Ganz anders verhielt es sich bei END Of GREEN. Von der Band hätte man gerne noch mehr hören wollen, denn die Stimme des Sängers Michael Huber ist schon sehr faszinierend und erinnert stellenweise an die klangvolle Stimme von DEINE LAKEIEN-Sänger Aleksander Veljanov. Und musikalisch hat dieser allzu kurze Gig Geschmack auf mehr gemacht.

CREMATORY war wohl die härteste Band an diesem Tag. Aber auch ziemlich fett im Verteilen von dicken, harten Brettern. Friedrich Hebbel schrieb einst: "Man muss das Brett bohren, wo es am dicksten ist.“ Und da haben CREMATORY den Hebel angesetzt. Einfach genial, was hier aus den Gitarren und der Stimme des Sängers herausgeholt wurde. Aber wie auch bei anderen vorangegangenen Konzerten war hier die Zeit viel zu kurz und man hätte sich sehr gerne noch viel länger auf diese Musik eingelassen.

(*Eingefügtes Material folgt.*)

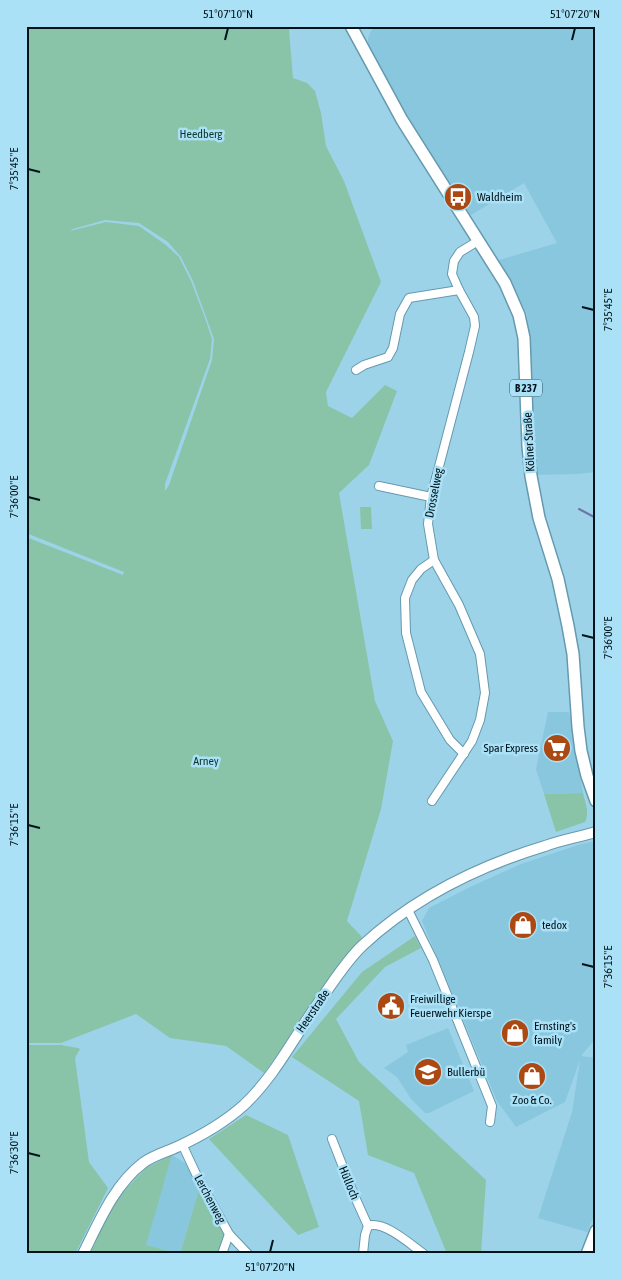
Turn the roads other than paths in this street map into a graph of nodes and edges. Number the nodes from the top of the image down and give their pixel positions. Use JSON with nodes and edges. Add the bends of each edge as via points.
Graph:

WELLE: ERDBALL ließen die Zeiten, als es mit dem Computerzeitalter losging, ca. Anfang-Mitte der 1980er Jahre, wieder aufleben. Und die Menge an Zuhörern honorierte dies mit unüberhörbarem Applaus. Es ist ja fast unglaublich, was man einem C 64 alles entlocken kann an Musik. Vorausgesetzt, man kann damit auch noch umgehen. Das ist in beeindruckender Weise bestens gelungen. Gerne hätte man hier auch noch mehr davon mitbekommen.

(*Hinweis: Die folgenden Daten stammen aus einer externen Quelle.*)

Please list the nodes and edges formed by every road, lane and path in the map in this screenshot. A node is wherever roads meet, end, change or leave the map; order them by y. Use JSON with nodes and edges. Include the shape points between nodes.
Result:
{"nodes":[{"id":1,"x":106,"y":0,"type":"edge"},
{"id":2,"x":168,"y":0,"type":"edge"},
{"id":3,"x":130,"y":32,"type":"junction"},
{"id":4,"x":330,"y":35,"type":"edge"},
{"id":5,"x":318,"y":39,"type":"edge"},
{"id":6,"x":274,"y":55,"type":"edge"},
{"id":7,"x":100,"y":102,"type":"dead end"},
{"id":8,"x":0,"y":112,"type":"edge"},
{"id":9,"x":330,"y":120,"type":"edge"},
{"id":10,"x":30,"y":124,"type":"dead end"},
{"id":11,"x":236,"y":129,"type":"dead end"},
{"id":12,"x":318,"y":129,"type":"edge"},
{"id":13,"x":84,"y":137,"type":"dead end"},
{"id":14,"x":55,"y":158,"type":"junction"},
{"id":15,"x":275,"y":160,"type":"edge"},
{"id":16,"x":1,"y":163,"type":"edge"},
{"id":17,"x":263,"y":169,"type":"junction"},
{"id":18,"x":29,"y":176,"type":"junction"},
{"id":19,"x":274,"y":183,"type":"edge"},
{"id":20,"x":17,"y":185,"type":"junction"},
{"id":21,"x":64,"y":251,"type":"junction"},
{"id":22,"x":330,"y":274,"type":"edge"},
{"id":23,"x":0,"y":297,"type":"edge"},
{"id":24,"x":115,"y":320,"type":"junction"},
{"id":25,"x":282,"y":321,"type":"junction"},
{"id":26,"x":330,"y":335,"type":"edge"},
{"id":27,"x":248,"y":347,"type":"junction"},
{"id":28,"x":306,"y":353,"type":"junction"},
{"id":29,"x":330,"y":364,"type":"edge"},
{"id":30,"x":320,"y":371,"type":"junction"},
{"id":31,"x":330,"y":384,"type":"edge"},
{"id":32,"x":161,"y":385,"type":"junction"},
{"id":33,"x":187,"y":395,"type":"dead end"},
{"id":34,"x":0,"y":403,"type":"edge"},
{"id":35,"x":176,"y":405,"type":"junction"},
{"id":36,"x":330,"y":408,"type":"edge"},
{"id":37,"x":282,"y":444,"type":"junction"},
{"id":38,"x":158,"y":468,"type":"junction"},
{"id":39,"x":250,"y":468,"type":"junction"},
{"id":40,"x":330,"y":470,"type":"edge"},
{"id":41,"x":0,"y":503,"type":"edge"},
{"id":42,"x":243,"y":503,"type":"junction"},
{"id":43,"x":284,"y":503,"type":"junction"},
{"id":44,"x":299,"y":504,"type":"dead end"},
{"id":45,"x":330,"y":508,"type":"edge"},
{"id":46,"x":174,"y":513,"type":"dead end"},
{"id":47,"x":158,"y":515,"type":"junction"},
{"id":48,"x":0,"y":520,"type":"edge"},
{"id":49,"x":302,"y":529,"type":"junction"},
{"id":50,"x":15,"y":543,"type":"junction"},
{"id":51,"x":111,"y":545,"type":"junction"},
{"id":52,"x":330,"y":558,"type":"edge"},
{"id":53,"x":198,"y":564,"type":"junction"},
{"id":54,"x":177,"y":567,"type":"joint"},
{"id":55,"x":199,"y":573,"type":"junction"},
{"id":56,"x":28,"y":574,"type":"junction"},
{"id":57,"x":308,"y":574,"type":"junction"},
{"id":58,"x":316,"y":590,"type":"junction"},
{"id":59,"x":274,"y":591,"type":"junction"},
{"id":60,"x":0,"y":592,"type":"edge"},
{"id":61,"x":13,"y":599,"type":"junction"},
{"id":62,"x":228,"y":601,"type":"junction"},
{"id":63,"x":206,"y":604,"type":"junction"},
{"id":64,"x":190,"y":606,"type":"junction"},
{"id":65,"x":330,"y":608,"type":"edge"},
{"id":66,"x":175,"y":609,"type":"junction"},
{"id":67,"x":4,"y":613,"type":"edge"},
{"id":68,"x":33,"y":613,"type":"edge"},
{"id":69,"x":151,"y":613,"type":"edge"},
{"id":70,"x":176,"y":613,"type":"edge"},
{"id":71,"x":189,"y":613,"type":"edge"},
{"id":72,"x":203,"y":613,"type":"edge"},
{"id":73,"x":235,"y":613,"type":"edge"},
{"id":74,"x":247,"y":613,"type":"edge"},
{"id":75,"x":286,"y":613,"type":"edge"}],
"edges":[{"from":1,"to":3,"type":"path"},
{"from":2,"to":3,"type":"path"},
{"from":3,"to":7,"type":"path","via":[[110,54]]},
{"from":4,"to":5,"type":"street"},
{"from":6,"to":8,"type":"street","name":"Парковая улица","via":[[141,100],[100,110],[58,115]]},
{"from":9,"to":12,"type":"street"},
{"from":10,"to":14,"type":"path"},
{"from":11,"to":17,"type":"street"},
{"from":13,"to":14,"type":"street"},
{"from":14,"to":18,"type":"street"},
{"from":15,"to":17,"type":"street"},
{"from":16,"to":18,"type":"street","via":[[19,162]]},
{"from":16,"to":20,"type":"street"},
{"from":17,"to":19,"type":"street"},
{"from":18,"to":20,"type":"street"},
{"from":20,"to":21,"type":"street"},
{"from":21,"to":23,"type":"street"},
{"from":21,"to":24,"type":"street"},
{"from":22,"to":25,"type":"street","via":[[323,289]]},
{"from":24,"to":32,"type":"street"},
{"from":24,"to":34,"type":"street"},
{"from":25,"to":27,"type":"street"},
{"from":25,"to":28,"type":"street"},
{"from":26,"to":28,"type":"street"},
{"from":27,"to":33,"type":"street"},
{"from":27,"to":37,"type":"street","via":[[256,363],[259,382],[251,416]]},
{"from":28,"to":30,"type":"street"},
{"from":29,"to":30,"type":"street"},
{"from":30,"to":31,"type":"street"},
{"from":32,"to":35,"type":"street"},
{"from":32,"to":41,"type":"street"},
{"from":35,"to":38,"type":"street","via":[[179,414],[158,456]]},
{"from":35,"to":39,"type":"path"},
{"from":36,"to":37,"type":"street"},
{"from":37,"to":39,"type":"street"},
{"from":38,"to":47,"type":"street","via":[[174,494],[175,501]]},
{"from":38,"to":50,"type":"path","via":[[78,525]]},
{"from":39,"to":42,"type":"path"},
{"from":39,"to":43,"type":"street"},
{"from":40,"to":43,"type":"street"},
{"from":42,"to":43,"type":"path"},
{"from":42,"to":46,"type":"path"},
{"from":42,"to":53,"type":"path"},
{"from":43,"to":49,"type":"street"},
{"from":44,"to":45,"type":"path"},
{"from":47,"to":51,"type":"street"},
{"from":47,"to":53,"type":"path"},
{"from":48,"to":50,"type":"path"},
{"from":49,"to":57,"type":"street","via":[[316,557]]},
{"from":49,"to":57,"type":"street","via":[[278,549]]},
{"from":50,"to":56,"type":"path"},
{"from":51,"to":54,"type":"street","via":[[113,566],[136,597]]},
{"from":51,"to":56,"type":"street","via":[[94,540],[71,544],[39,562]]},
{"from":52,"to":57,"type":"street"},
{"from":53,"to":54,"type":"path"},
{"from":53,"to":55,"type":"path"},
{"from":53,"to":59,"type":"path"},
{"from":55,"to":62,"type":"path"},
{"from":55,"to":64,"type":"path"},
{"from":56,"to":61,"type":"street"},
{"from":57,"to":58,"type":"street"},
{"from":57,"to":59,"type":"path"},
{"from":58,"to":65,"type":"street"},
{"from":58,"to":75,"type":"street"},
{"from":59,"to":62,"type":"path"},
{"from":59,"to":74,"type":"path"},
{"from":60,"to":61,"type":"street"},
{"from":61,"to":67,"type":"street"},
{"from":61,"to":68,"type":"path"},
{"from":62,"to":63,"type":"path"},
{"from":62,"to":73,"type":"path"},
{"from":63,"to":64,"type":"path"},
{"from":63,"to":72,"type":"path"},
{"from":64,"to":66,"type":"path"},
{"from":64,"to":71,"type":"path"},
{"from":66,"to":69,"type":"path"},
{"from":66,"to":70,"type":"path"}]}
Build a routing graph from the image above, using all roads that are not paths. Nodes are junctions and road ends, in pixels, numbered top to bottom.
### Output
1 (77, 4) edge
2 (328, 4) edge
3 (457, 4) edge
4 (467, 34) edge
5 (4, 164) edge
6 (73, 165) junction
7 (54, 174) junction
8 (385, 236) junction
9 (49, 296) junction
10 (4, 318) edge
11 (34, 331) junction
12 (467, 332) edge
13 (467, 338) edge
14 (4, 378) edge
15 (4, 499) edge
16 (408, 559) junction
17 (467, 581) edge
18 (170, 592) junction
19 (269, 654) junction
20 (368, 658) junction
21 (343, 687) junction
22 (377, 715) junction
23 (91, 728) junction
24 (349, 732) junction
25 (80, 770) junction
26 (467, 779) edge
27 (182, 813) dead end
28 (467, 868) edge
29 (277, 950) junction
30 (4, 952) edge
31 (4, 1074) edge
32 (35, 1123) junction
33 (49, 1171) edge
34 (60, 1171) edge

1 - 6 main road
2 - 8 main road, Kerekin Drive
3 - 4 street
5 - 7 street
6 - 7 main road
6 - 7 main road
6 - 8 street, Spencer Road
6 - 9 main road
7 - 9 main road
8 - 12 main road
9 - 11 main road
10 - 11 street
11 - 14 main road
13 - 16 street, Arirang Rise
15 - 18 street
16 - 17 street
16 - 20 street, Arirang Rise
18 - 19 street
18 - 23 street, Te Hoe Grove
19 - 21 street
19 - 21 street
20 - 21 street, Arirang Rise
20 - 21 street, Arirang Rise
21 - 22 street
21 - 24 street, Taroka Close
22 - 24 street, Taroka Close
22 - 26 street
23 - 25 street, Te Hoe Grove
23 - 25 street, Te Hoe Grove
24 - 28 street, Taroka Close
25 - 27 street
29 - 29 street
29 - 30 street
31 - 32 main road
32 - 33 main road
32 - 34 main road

Lang leben die älteren Zeiten, in denen Bands wie z. B. CHRISTAIN DEATH in der Wave-Gothic-Szene ziemlich weit oben auf der Hitliste der Zuhörerschaft gewesen sind. Einfach genial, mit WOWEFFEKT!!! Gänsehaut pur bei dieser Stimme, Gänsehaut pur bei dieser eher minimalen Bühnenpräsenz, dem ganzen Outfit des Sängers und der Sängerin. Und wohl ein mehr als passender Abschluss des diesjährigen Autumn-Moon-Festivals.